*Task prompt:* Please set down only the lines below starting with the line with "Trace the roads" and going on through the line with "Turn the roads", verbatim and without pictures.

Saved data entries
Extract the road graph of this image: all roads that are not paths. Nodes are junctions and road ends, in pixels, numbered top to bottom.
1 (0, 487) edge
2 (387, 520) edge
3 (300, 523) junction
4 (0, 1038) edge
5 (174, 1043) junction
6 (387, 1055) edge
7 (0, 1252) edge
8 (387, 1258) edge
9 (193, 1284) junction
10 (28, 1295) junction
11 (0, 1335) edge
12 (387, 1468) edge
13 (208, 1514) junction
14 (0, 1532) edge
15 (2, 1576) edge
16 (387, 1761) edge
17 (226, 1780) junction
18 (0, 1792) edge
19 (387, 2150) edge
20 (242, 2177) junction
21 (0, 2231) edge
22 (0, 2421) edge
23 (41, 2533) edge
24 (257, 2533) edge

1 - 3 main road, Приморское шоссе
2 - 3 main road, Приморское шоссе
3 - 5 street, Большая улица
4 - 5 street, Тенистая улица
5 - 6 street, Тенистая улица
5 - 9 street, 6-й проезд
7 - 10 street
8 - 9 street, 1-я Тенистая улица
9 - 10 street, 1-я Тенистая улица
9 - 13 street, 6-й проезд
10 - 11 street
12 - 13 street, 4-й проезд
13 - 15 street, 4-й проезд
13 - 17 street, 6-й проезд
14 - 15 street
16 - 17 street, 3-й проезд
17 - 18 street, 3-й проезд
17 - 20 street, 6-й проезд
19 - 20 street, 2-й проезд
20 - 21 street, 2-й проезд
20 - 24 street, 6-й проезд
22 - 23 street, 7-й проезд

* * *

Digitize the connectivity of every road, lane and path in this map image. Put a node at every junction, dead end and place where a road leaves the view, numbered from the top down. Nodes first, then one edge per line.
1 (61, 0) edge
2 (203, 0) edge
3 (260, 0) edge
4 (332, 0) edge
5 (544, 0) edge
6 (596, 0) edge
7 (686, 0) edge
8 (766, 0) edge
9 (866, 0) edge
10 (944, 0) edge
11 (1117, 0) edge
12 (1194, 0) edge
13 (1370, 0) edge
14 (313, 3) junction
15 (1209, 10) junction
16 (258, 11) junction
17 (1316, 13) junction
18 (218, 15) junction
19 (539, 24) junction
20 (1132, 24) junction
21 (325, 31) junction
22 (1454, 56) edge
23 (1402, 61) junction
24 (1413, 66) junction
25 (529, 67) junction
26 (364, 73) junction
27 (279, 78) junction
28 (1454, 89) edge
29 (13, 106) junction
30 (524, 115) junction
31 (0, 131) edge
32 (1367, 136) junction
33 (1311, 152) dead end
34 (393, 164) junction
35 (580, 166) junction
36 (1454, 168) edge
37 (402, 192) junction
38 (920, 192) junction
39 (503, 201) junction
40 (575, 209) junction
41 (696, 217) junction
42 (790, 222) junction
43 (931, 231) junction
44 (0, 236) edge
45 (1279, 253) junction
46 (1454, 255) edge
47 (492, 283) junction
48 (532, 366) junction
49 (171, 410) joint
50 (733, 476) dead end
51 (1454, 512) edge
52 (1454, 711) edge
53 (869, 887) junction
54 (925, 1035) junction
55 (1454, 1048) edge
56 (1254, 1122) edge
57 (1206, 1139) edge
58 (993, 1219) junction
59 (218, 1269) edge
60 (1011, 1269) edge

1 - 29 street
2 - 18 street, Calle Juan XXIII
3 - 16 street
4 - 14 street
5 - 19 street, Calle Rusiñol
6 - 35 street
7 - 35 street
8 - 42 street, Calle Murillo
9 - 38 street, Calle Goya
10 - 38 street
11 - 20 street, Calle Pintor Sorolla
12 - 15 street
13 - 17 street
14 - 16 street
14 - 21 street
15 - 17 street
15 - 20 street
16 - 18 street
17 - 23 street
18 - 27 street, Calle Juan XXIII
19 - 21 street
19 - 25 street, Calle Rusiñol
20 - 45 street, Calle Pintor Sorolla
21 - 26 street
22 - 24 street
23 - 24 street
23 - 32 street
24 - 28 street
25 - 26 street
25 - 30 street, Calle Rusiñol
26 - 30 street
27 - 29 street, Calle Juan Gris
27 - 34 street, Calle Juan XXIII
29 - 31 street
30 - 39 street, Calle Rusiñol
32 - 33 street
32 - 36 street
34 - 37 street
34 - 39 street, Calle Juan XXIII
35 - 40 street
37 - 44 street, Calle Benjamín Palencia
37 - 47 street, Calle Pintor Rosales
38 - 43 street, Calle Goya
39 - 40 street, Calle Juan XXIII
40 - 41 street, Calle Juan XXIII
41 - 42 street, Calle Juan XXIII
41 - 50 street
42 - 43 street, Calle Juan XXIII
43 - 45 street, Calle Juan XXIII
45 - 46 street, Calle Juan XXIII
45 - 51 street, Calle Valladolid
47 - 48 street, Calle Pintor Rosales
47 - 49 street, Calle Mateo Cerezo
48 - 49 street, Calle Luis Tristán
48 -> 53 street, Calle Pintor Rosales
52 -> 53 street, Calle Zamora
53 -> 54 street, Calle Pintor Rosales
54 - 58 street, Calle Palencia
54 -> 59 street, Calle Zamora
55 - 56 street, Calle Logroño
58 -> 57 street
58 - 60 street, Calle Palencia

==

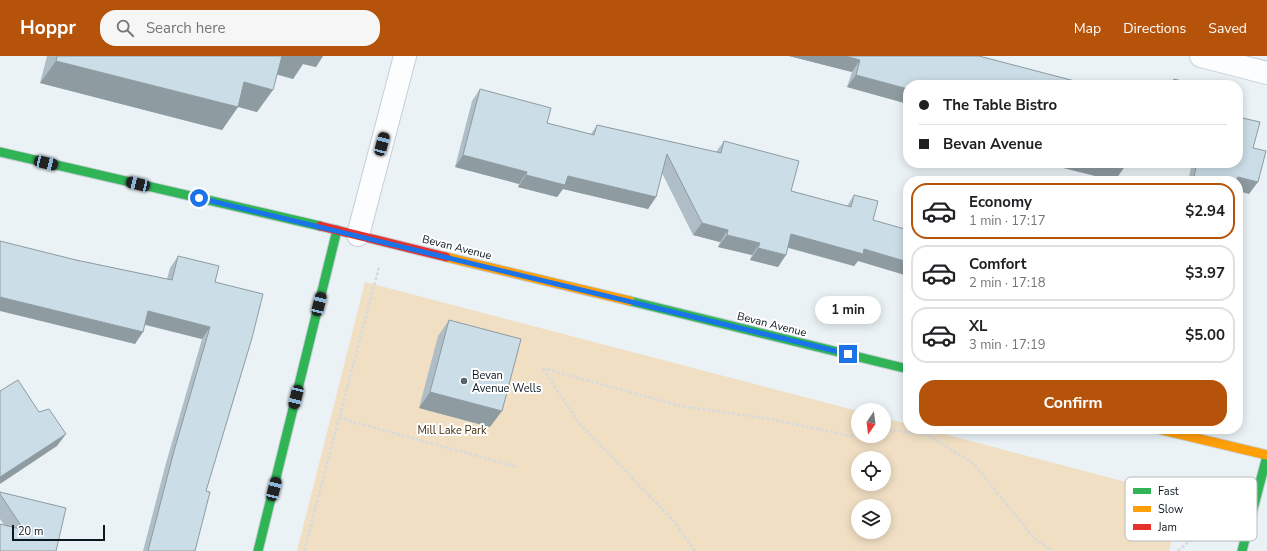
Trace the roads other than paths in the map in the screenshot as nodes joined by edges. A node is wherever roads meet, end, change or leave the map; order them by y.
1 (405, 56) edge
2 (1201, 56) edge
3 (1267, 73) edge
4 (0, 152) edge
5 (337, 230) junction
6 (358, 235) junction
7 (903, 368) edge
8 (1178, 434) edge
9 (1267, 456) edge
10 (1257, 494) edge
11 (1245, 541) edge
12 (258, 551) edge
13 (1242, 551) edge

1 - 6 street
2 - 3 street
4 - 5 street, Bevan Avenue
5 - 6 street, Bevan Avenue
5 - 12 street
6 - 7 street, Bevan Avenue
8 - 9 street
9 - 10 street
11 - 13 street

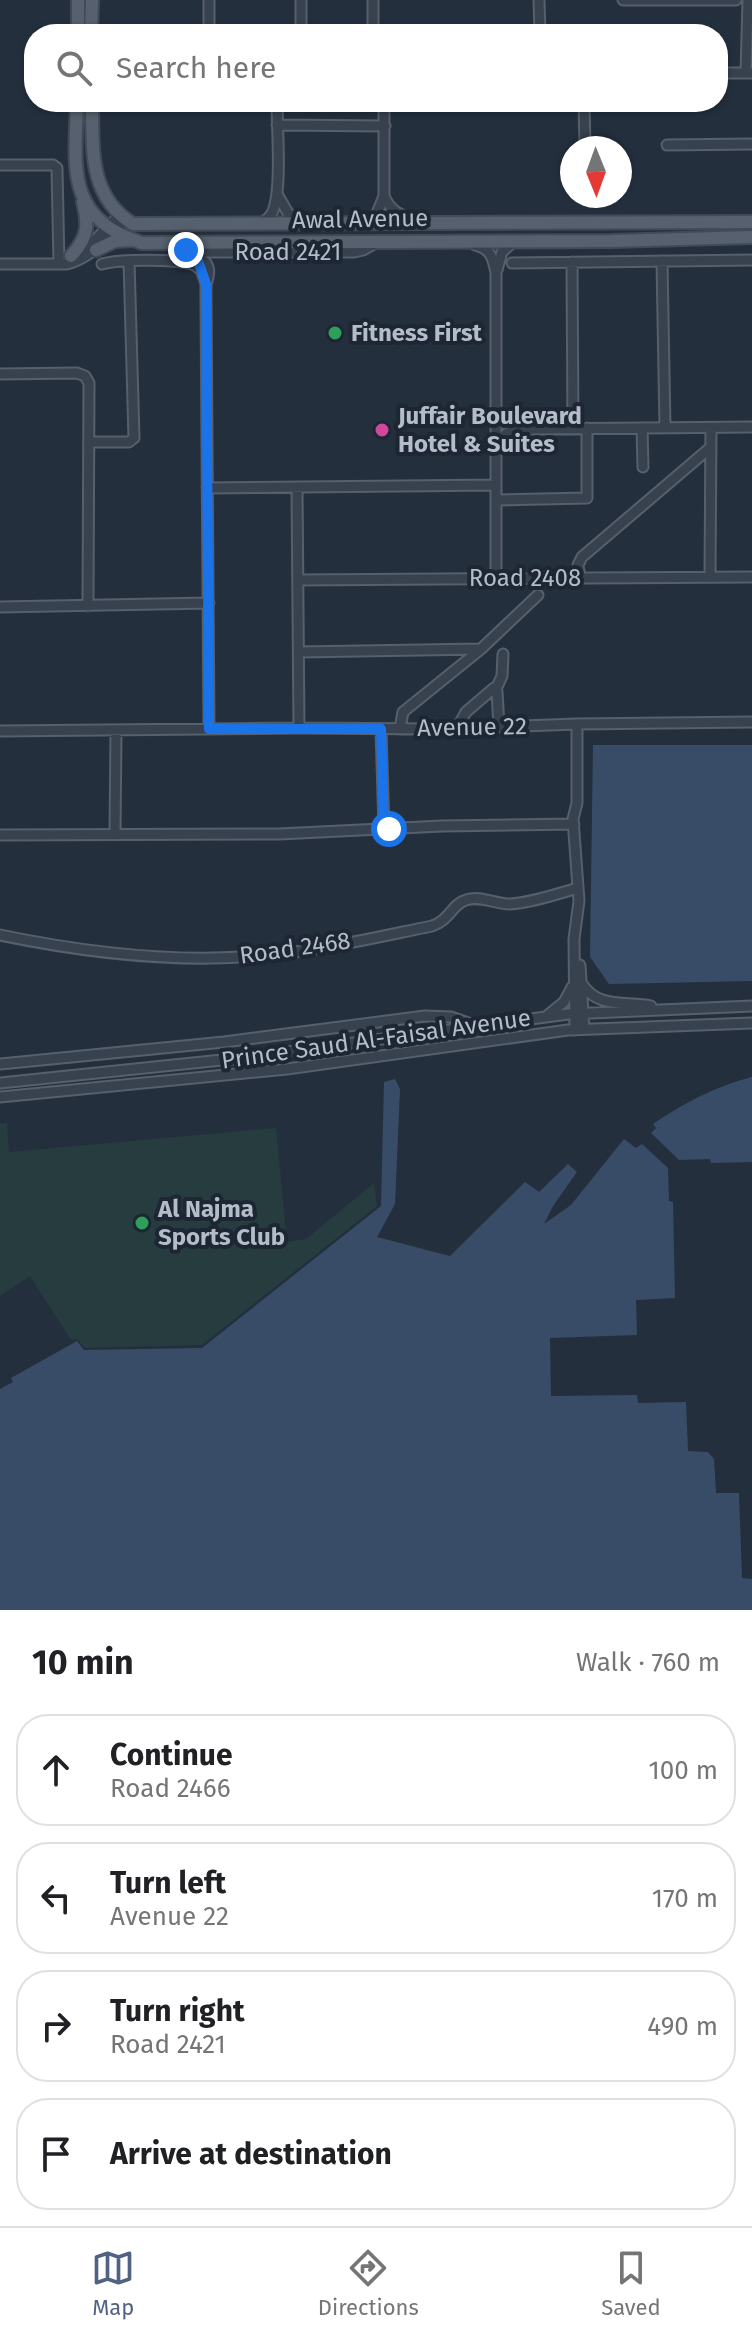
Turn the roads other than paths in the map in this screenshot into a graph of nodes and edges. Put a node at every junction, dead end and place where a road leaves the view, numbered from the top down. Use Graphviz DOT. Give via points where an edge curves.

*Response to the task:*
Trace the roads other than paths in the map in the screenshot as nodes joined by edges. A node is wherever roads meet, end, change or leave the map; order them by y.
1 (405, 56) edge
2 (1201, 56) edge
3 (1267, 73) edge
4 (0, 152) edge
5 (337, 230) junction
6 (358, 235) junction
7 (903, 368) edge
8 (1178, 434) edge
9 (1267, 456) edge
10 (1257, 494) edge
11 (1245, 541) edge
12 (258, 551) edge
13 (1242, 551) edge

1 - 6 street
2 - 3 street
4 - 5 street, Bevan Avenue
5 - 6 street, Bevan Avenue
5 - 12 street
6 - 7 street, Bevan Avenue
8 - 9 street
9 - 10 street
11 - 13 street

Turn the roads other than paths in the map in this screenshot into a graph of nodes and edges. Put a node at every junction, dead end and place where a road leaves the view, numbered from the top down. Use Graphviz DOT. Give via points where an edge curves.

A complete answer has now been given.